Muscle Characteristics in Pediatric Hereditary Spastic Paraplegia vs. Bilateral Spastic Cerebral Palsy: An Exploratory Study

Front Neurol. 2021 Feb 26;12:635032. doi: 10.3389/fneur.2021.635032. eCollection 2021.


Hereditary spastic paraplegia (HSP) is a neurological, genetic disorder that predominantly presents with lower limb spasticity and muscle weakness. Pediatric pure HSP types with infancy or childhood symptom onset resemble in clinical presentation to children with bilateral spastic cerebral palsy (SCP). Hence, treatment approaches in these patient groups are analogous. Altered muscle characteristics, including reduced medial gastrocnemius (MG) muscle growth and hyperreflexia have been quantified in children with SCP, using 3D-freehand ultrasound (3DfUS) and instrumented assessments of hyperreflexia, respectively.
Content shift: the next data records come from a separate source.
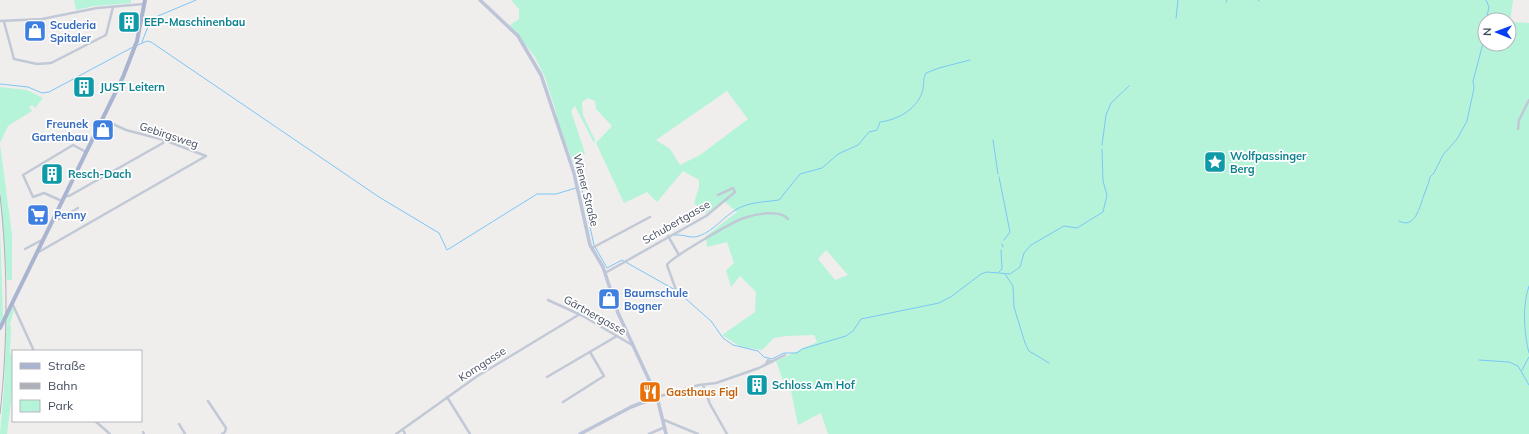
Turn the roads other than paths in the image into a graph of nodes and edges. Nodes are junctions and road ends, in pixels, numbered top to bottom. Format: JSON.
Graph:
{"nodes":[{"id":1,"x":480,"y":0,"type":"edge"},
{"id":2,"x":145,"y":2,"type":"edge"},
{"id":3,"x":113,"y":7,"type":"junction"},
{"id":4,"x":0,"y":21,"type":"edge"},
{"id":5,"x":4,"y":22,"type":"junction"},
{"id":6,"x":1529,"y":100,"type":"edge"},
{"id":7,"x":102,"y":119,"type":"junction"},
{"id":8,"x":1518,"y":129,"type":"dead end"},
{"id":9,"x":164,"y":140,"type":"junction"},
{"id":10,"x":86,"y":152,"type":"junction"},
{"id":11,"x":718,"y":195,"type":"dead end"},
{"id":12,"x":64,"y":196,"type":"junction"},
{"id":13,"x":62,"y":201,"type":"junction"},
{"id":14,"x":78,"y":208,"type":"dead end"},
{"id":15,"x":650,"y":217,"type":"dead end"},
{"id":16,"x":54,"y":218,"type":"junction"},
{"id":17,"x":788,"y":219,"type":"dead end"},
{"id":18,"x":668,"y":237,"type":"junction"},
{"id":19,"x":43,"y":240,"type":"junction"},
{"id":20,"x":594,"y":247,"type":"junction"},
{"id":21,"x":25,"y":249,"type":"dead end"},
{"id":22,"x":36,"y":254,"type":"junction"},
{"id":23,"x":678,"y":255,"type":"junction"},
{"id":24,"x":605,"y":273,"type":"junction"},
{"id":25,"x":676,"y":290,"type":"dead end"},
{"id":26,"x":548,"y":300,"type":"dead end"},
{"id":27,"x":12,"y":303,"type":"junction"},
{"id":28,"x":580,"y":314,"type":"junction"},
{"id":29,"x":0,"y":328,"type":"edge"},
{"id":30,"x":617,"y":336,"type":"junction"},
{"id":31,"x":634,"y":346,"type":"junction"},
{"id":32,"x":34,"y":350,"type":"edge"},
{"id":33,"x":590,"y":352,"type":"junction"},
{"id":34,"x":785,"y":355,"type":"dead end"},
{"id":35,"x":547,"y":377,"type":"dead end"},
{"id":36,"x":703,"y":385,"type":"junction"},
{"id":37,"x":447,"y":397,"type":"junction"},
{"id":38,"x":657,"y":397,"type":"junction"},
{"id":39,"x":208,"y":401,"type":"dead end"},
{"id":40,"x":563,"y":402,"type":"dead end"},
{"id":41,"x":664,"y":420,"type":"junction"},
{"id":42,"x":97,"y":422,"type":"edge"},
{"id":43,"x":179,"y":424,"type":"dead end"},
{"id":44,"x":665,"y":427,"type":"junction"},
{"id":45,"x":402,"y":430,"type":"junction"},
{"id":46,"x":224,"y":433,"type":"edge"},
{"id":47,"x":110,"y":434,"type":"edge"},
{"id":48,"x":185,"y":434,"type":"edge"},
{"id":49,"x":396,"y":434,"type":"edge"},
{"id":50,"x":405,"y":434,"type":"edge"},
{"id":51,"x":470,"y":434,"type":"edge"},
{"id":52,"x":580,"y":434,"type":"edge"},
{"id":53,"x":649,"y":434,"type":"edge"},
{"id":54,"x":666,"y":434,"type":"edge"},
{"id":55,"x":698,"y":434,"type":"edge"},
{"id":56,"x":727,"y":434,"type":"edge"}],
"edges":[{"from":1,"to":20,"type":"main road","name":"Wiener Straße"},
{"from":2,"to":3,"type":"street"},
{"from":2,"to":7,"type":"main road"},
{"from":3,"to":5,"type":"street"},
{"from":3,"to":5,"type":"street"},
{"from":4,"to":5,"type":"street"},
{"from":6,"to":8,"type":"street"},
{"from":7,"to":9,"type":"street","name":"Gebirgsweg"},
{"from":7,"to":10,"type":"main road"},
{"from":9,"to":12,"type":"street"},
{"from":9,"to":22,"type":"street","name":"Gebirgsweg"},
{"from":10,"to":12,"type":"main road"},
{"from":10,"to":13,"type":"street"},
{"from":11,"to":18,"type":"street","name":"Schubertgasse"},
{"from":12,"to":13,"type":"main road"},
{"from":13,"to":16,"type":"main road"},
{"from":14,"to":16,"type":"street"},
{"from":15,"to":20,"type":"street"},
{"from":16,"to":19,"type":"main road"},
{"from":17,"to":23,"type":"street"},
{"from":18,"to":23,"type":"street"},
{"from":18,"to":24,"type":"street","name":"Schubertgasse"},
{"from":19,"to":21,"type":"street"},
{"from":19,"to":22,"type":"main road"},
{"from":20,"to":24,"type":"main road","name":"Wiener Straße"},
{"from":22,"to":27,"type":"main road"},
{"from":23,"to":25,"type":"street"},
{"from":24,"to":31,"type":"main road","name":"Wiener Straße"},
{"from":26,"to":28,"type":"street","name":"Gärtnergasse"},
{"from":27,"to":29,"type":"main road"},
{"from":27,"to":32,"type":"street"},
{"from":28,"to":30,"type":"street","name":"Gärtnergasse"},
{"from":28,"to":37,"type":"street","name":"Korngasse"},
{"from":30,"to":31,"type":"street","name":"Gärtnergasse"},
{"from":30,"to":33,"type":"street"},
{"from":31,"to":38,"type":"main road","name":"Wiener Straße"},
{"from":33,"to":35,"type":"street"},
{"from":33,"to":40,"type":"street"},
{"from":34,"to":36,"type":"street"},
{"from":36,"to":38,"type":"street"},
{"from":36,"to":56,"type":"street"},
{"from":37,"to":45,"type":"street","name":"Korngasse"},
{"from":37,"to":51,"type":"street"},
{"from":38,"to":41,"type":"main road","name":"Wiener Straße"},
{"from":38,"to":52,"type":"main road"},
{"from":39,"to":46,"type":"street"},
{"from":41,"to":44,"type":"main road","name":"Wiener Straße"},
{"from":41,"to":55,"type":"street"},
{"from":42,"to":47,"type":"street"},
{"from":43,"to":48,"type":"street"},
{"from":44,"to":53,"type":"street"},
{"from":44,"to":54,"type":"main road","name":"Wiener Straße"},
{"from":45,"to":49,"type":"street","name":"Korngasse"},
{"from":45,"to":50,"type":"street"}]}
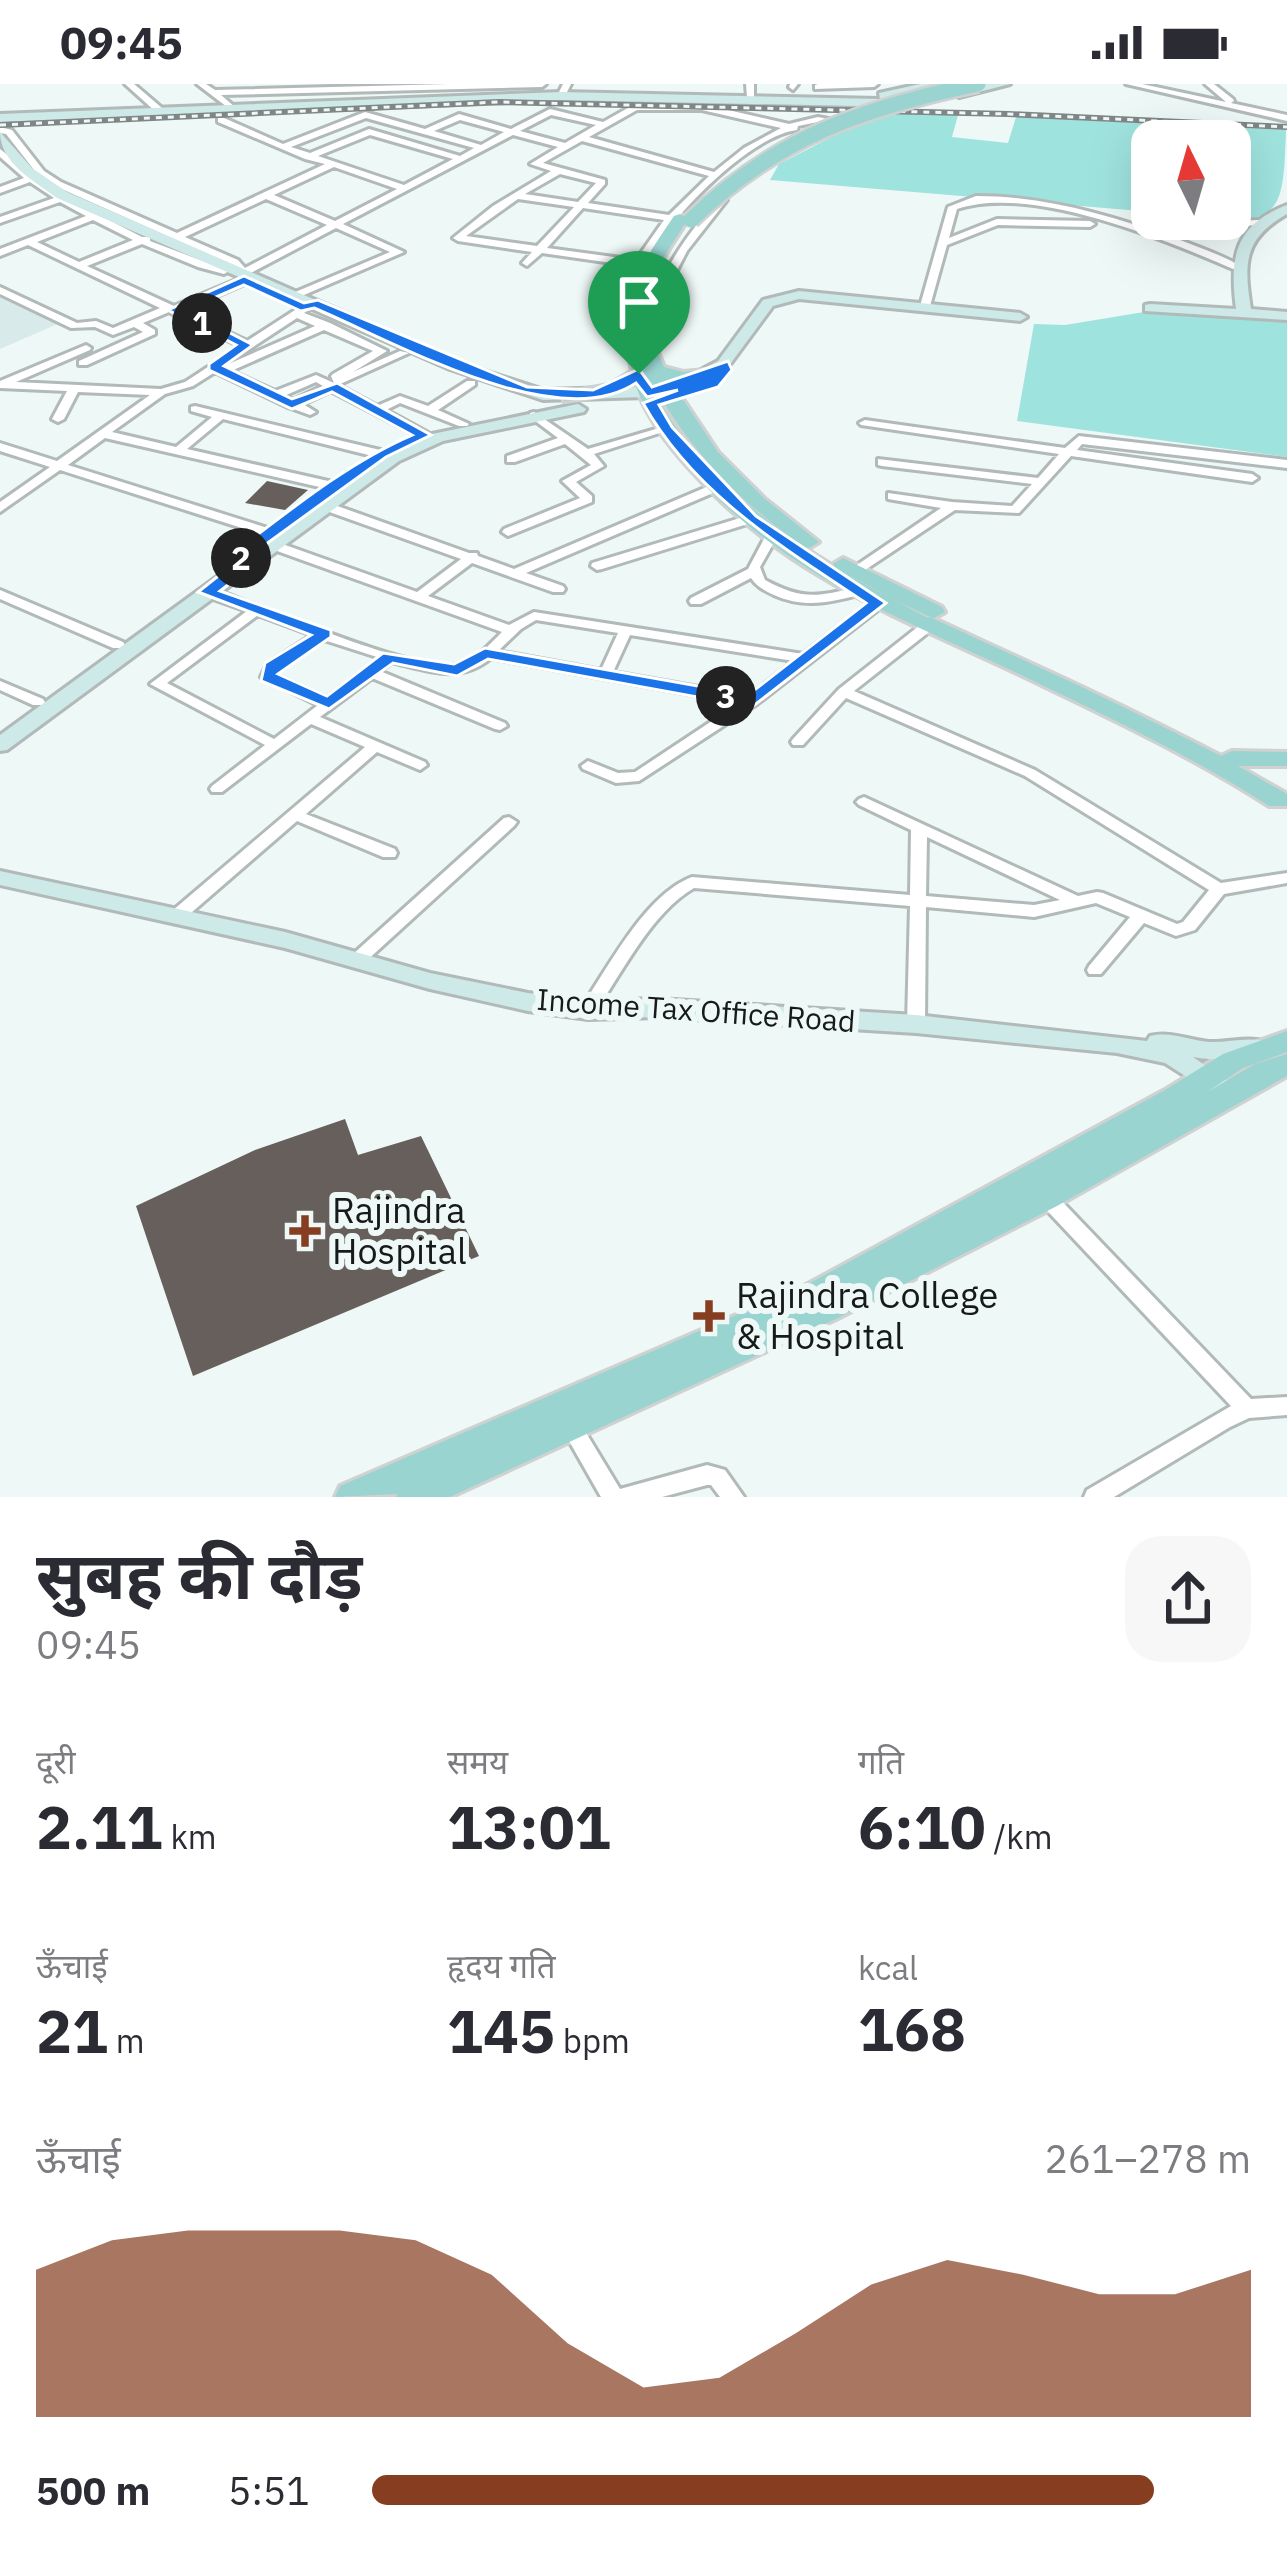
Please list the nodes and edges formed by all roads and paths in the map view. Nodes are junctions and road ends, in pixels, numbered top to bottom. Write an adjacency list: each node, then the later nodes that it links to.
1 (128, 84): 21 (street)
2 (542, 84): 11 (street)
3 (874, 84): 18 (street)
4 (935, 84): 18 (main road)
5 (959, 84): 56 (main road, bridge)
6 (978, 84): 56 (main road, bridge)
7 (1004, 84): 18 (main road)
8 (1130, 84): 22 (street)
9 (1209, 84): 22 (street)
10 (209, 89): 17 (street); 20 (street)
11 (488, 89): 12 (main road); 17 (main road)
12 (564, 90): 13 (main road)
13 (658, 90): 14 (main road)
14 (705, 90): 16 (main road)
15 (818, 90): 16 (main road); 18 (main road)
16 (751, 91)
17 (310, 93): 20 (main road)
18 (854, 97)
19 (11, 106): 25 (main road)
20 (234, 107): 21 (main road)
21 (159, 110): 25 (main road)
22 (1249, 110): 27 (street)
23 (400, 111): 24 (street)
24 (358, 115): 31 (street); 38 (street)
25 (23, 117): 26 (main road)
26 (0, 118)
27 (1287, 118)
28 (221, 120): 38 (street)
29 (601, 124): 30 (street); 32 (street); 34 (street)
30 (794, 128): 35 (street); 37 (street)
31 (425, 132): 32 (street); 39 (street)
32 (514, 132): 36 (street); 39 (street)
33 (0, 133): 52 (main road); 63 (street)
34 (579, 137): 36 (street); 46 (street)
35 (770, 140): 37 (street); 46 (street)
36 (564, 146): 45 (street)
37 (794, 146): 81 (street)
38 (283, 147): 41 (street)
39 (483, 148): 42 (street)
40 (0, 152): 43 (street)
41 (308, 157): 42 (street); 44 (street)
42 (462, 160): 48 (street)
43 (4, 165): 47 (street)
44 (331, 165): 48 (street); 50 (street)
45 (558, 171): 51 (street); 53 (street)
46 (712, 174): 56 (street)
47 (28, 180): 49 (street); 52 (street)
48 (407, 189): 60 (street)
49 (0, 190)
50 (266, 195): 60 (street); 63 (street)
51 (516, 196): 53 (street); 68 (street)
52 (65, 199): 55 (street); 57 (street); 74 (main road)
53 (578, 206): 56 (street); 68 (street)
54 (1287, 209): 58 (main road)
55 (94, 216): 64 (street); 66 (street)
56 (681, 219): 71 (street); 81 (main road)
57 (0, 220)
58 (1259, 223): 59 (street); 73 (main road)
59 (1251, 224)
60 (336, 226): 74 (street); 76 (street)
61 (1131, 226): 67 (street)
62 (1131, 227): 67 (street)
63 (176, 237): 74 (street)
64 (146, 239): 72 (street); 74 (street)
65 (1169, 240): 73 (street)
66 (29, 242): 69 (street); 72 (street)
67 (942, 244): 77 (street)
68 (538, 250): 70 (street); 71 (street)
69 (0, 254)
70 (527, 263)
71 (640, 264): 81 (street)
72 (79, 265): 79 (street)
73 (1237, 267): 80 (main road)
74 (239, 273): 76 (main road); 79 (street)
75 (0, 290): 85 (street)
76 (303, 305): 84 (main road); 86 (street); 100 (main road)
77 (926, 306): 83 (main road); 91 (main road)
78 (1150, 308): 80 (main road)
79 (172, 309): 85 (street); 86 (street)
80 (1244, 313): 82 (main road)
81 (638, 316): 97 (main road)
82 (1287, 316)
83 (1020, 317)
84 (329, 323): 87 (main road); 92 (street)
85 (136, 324): 90 (street)
86 (246, 345): 92 (street)
87 (380, 346): 89 (main road); 89 (street); 93 (street)
88 (86, 347): 95 (street)
89 (404, 353): 94 (main road)
90 (83, 363)
91 (717, 368): 97 (main road); 97 (main road)
92 (218, 369): 99 (street); 101 (street)
93 (316, 378): 96 (street); 101 (street)
94 (471, 383): 106 (main road); 108 (street)
95 (4, 385): 98 (street); 102 (street)
96 (332, 386): 104 (street); 107 (street)
97 (655, 387): 103 (main road); 103 (main road); 114 (main road); 143 (main road)
98 (74, 389): 99 (street); 111 (street)
99 (161, 392): 115 (street)
100 (543, 394): 103 (main road); 106 (main road)
101 (274, 397): 104 (street)
102 (0, 402)
103 (563, 403): 106 (main road)
104 (292, 405): 109 (street)
105 (195, 409): 110 (street)
106 (530, 409): 113 (main road); 117 (street); 122 (main road)
107 (377, 410): 108 (street); 116 (street)
108 (428, 411): 113 (street)
109 (310, 412)
110 (220, 415): 119 (street); 122 (street)
111 (58, 419)
112 (865, 423): 120 (street)
113 (463, 424): 116 (main road)
114 (665, 429): 121 (street); 129 (main road)
115 (104, 434): 119 (street); 126 (street)
116 (424, 435): 122 (main road)
117 (567, 439): 121 (street); 123 (street)
118 (0, 447): 126 (street)
119 (178, 451): 131 (street)
120 (1070, 452): 125 (street); 127 (street); 128 (street)
121 (586, 453): 135 (street)
122 (387, 455): 131 (main road)
123 (511, 459)
124 (882, 462): 128 (street)
125 (1287, 464)
126 (59, 466): 133 (street); 137 (street)
127 (1252, 478)
128 (1043, 482): 132 (street)
129 (716, 487): 134 (main road); 141 (street)
130 (892, 496): 132 (street)
131 (333, 497): 137 (main road); 138 (street)
132 (952, 506): 143 (street)
133 (0, 508)
134 (750, 519): 136 (main road); 140 (street)
135 (508, 532)
136 (771, 536): 142 (street); 143 (main road)
137 (270, 539): 139 (main road); 147 (street)
138 (472, 556): 141 (street); 147 (street)
139 (244, 559): 145 (main road); 154 (main road)
140 (597, 566)
141 (518, 572): 144 (street)
142 (753, 572): 143 (street); 148 (street)
143 (864, 588): 150 (main road); 157 (street); 172 (main road)
144 (558, 589)
145 (207, 592): 149 (street); 169 (main road)
146 (0, 595): 154 (street)
147 (419, 597): 152 (street)
148 (696, 601)
149 (258, 608): 153 (street); 170 (street)
150 (929, 626): 161 (street); 177 (main road)
151 (626, 630): 152 (street); 157 (street); 159 (street)
152 (512, 631): 155 (street)
153 (324, 634): 156 (street); 164 (street)
154 (118, 644): 163 (main road)
155 (485, 653): 156 (street); 159 (street)
156 (390, 657): 158 (street)
157 (806, 659): 162 (street)
158 (370, 672): 164 (street); 166 (street)
159 (605, 675): 162 (street)
160 (0, 685): 163 (street)
161 (844, 692): 168 (street); 185 (street)
162 (752, 701): 175 (street)
163 (38, 702): 167 (main road)
164 (329, 704): 165 (street)
165 (310, 718): 170 (street); 171 (street)
166 (500, 726)
167 (0, 730)
168 (798, 742)
169 (0, 745)
170 (274, 746): 176 (street)
171 (375, 746): 174 (street); 179 (street)
172 (1232, 758): 173 (main road); 177 (main road)
173 (1287, 759)
174 (420, 765)
175 (588, 766)
176 (217, 789)
177 (1285, 799)
178 (864, 802): 181 (street)
179 (296, 815): 182 (street); 188 (street)
180 (509, 822): 190 (street)
181 (919, 828): 186 (street); 187 (street)
182 (389, 853)
183 (0, 878): 188 (main road, Income Tax Office Road)
184 (1287, 878): 185 (street)
185 (1219, 889): 189 (street)
186 (916, 900): 187 (street); 192 (street); 193 (street)
187 (1076, 901): 189 (street)
188 (178, 914): 190 (main road, Income Tax Office Road)
189 (1141, 915): 191 (street)
190 (358, 959): 192 (main road, Income Tax Office Road)
191 (1095, 970)
192 (588, 1010): 193 (main road, Income Tax Office Road)
193 (916, 1024): 194 (main road, Income Tax Office Road)
194 (1117, 1045): 195 (main road); 196 (main road)
195 (1280, 1058): 196 (main road)
196 (1216, 1086): 197 (main road); 201 (main road)
197 (1046, 1197): 199 (street); 200 (main road)
198 (1287, 1406): 199 (street)
199 (1247, 1409): 207 (street)
200 (570, 1425): 201 (main road); 204 (street)
201 (454, 1478): 202 (main road); 203 (main road)
202 (352, 1497)
203 (413, 1497)
204 (613, 1497)
205 (625, 1497): 206 (street)
206 (733, 1497)
207 (1095, 1497)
However, these muscle data have not yet been studied in children with HSP. Therefore, we aimed to explore these MG muscle characteristics in HSP and to test the hypothesis that these data differ from those of children with SCP and typically developing (TD) children. A total of 41 children were retrospectively enrolled including (1) nine children with HSP (ages of 9-17 years with gross motor function levels I and II), (2) 17 age-and severity-matched SCP children, and (3) 15 age-matched typically developing children (TD). Clinically, children with HSP showed significantly increased presence and severity of ankle clonus compared with SCP (p = 0.009). Compared with TD, both HSP and SCP had significantly smaller MG muscle volume normalized to body mass (p ≤ 0.001). Hyperreflexia did not significantly differ between the HSP and SCP group. In addition to the observed pathological muscle activity for both the low-velocity and the change in high-velocity and low-velocity stretches in the two groups, children with HSP tended to present higher muscle activity in response to increased stretch velocity compared with those with SCP. This exploratory study is the first to reveal MG muscle volume deficits in children with HSP. Moreover, high-velocity-dependent hyperreflexia and ankle clonus is observed in children with HSP. Instrumented impairment assessments suggested similar altered MG muscle characteristics in pure HSP type with pediatric onset compared to bilateral SCP. This finding needs to be confirmed in larger sample sizes. Hence, the study results might indicate analogous treatment approaches in these two patient groups.

Keywords: cerebral palsy; hereditary spastic paraplegia; hyperreflexia; instrumented impairment assessments; muscle morphology; muscle volume; spasticity; ultrasound.